Home > Programming, Software management > LLVM (Low Level Virtual Machine) Compiler Infrastructure

LLVM (Low Level Virtual Machine) Compiler Infrastructure

Low Level Virtual Machine LogoThe Low Level Virtual Machine (LLVM) is a compiler and toolchain infrastructure, written in C++, designed for compile-time, link-time, run-time, and “idle-time” optimization of programs written in arbitrary programming languages. Originally implemented for C/C++, LLVM is now used with a variety programming languages such as Python, Ruby and may others. Code in the LLVM project is licensed under the “UIUC” BSD-Style license.

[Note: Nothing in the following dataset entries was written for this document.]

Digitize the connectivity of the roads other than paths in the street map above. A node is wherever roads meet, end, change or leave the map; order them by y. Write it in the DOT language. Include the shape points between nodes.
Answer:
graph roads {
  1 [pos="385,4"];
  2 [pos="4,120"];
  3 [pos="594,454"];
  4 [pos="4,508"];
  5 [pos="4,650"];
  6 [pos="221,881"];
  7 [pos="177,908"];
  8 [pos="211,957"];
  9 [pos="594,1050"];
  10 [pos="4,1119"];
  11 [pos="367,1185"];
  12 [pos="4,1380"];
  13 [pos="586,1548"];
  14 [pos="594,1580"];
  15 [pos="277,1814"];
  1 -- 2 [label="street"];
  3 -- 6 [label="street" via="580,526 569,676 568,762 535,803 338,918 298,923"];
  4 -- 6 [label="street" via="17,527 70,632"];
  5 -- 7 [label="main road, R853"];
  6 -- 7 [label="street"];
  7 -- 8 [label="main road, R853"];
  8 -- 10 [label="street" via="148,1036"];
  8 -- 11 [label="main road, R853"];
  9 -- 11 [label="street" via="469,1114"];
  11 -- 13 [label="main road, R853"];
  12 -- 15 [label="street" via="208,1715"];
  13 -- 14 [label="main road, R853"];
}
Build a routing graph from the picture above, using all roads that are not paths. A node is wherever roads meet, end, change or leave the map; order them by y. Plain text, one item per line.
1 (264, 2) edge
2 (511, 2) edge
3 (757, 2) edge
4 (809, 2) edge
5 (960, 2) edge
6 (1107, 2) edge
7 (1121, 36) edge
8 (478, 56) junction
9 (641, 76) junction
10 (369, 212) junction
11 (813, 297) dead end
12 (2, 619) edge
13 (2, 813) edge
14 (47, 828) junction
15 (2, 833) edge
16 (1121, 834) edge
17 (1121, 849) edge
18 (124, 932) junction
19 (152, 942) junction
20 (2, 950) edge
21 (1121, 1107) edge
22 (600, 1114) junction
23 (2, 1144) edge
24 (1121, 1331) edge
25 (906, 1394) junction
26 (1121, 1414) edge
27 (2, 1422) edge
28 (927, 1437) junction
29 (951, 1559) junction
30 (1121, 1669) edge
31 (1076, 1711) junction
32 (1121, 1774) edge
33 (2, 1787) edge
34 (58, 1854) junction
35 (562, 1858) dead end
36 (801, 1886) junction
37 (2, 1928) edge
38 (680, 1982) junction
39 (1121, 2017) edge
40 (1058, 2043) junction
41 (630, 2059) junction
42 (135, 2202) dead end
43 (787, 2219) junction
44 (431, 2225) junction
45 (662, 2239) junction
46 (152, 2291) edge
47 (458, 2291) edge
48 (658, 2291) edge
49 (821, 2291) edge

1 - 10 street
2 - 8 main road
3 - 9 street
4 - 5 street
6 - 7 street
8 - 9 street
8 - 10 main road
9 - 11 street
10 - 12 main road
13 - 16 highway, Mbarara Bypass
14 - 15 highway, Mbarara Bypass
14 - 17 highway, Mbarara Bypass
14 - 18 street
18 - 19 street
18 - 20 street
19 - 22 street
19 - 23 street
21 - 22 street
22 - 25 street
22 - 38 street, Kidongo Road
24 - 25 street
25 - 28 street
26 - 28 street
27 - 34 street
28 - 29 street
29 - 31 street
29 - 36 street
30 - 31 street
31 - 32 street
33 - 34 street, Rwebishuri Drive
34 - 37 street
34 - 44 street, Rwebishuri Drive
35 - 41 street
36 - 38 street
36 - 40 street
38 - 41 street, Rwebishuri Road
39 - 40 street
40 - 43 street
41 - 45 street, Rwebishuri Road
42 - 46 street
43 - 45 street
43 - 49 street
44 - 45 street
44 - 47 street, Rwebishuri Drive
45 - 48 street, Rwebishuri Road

LLVM can be used to replace and/or supplement the GNU tools such as gcc, g++, gdb, etc…

LLVM now consists of a number of different sub-projects including:

  1. The LLVM Core libraries provide a source- and target-independent optimizer, along with code generation support for many popular CPUs. These libraries are built around a well specified code representation known as the LLVM intermediate representation (“LLVM IR”). The LLVM Core libraries are well documented, and it is particularly easy to invent your own language (or port an existing compiler) to use LLVM as an optimizer and code generator.
  2. Clang is a “LLVM native” C/C++/Objective-C/C++ compiler, which aims to deliver amazingly fast compiles (e.g. up to 3x faster than GCC when compiling Objective-C code in a debug configuration), extremely useful error and warning messages and to provide a platform for building source level tools such as the Clang Static Analyzer which automatically finds bugs in your code.
  3. dragonegg and llvm-gcc 4.2 integrate the LLVM optimizers and code generator with respectively the GCC 4.5  and GCC 4.2 parsers. This allows LLVM to compile Ada, Fortran, and other languages supported by the GCC compiler frontends, and provides high-fidelity drop-in compatibility with their respective versions of GCC.
  4. The LLDB project builds on libraries provided by LLVM and Clang to provide a native debugger. It uses the Clang ASTs and expression parser, LLVM JIT, LLVM disassembler, etc. It is also faster and much more memory efficient than GDB at loading symbols.
  5. The libc++ and libc++ ABI projects provide a standard compliant and high-performance implementation of the C++ Standard Library, including full support for C++’0x.
  6. The compiler-rt project provides highly tuned implementations of the low-level code generator support routines like “__fixunsdfdi” and other calls generated when a target doesn’t have a short sequence of native instructions to implement a core IR operation.
  7. The vmkit project is an implementation of the Java and .NET Virtual Machines that is built on LLVM technologies.
  8. The klee project implements a “symbolic virtual machine” which uses a theorem prover to try to evaluate all dynamic paths through a program in an effort to find bugs and to prove properties of functions. A major feature of klee is that it can produce a testcase in the event that it detects a bug.
  9. The SAFECode project is a memory safety compiler for C/C++ programs. It instruments code with run-time checks to detect memory safety errors (e.g., buffer overflows) at run-time. It can be used to protect software from security attacks and can also be used as a memory safety error debugging tool like Valgrind.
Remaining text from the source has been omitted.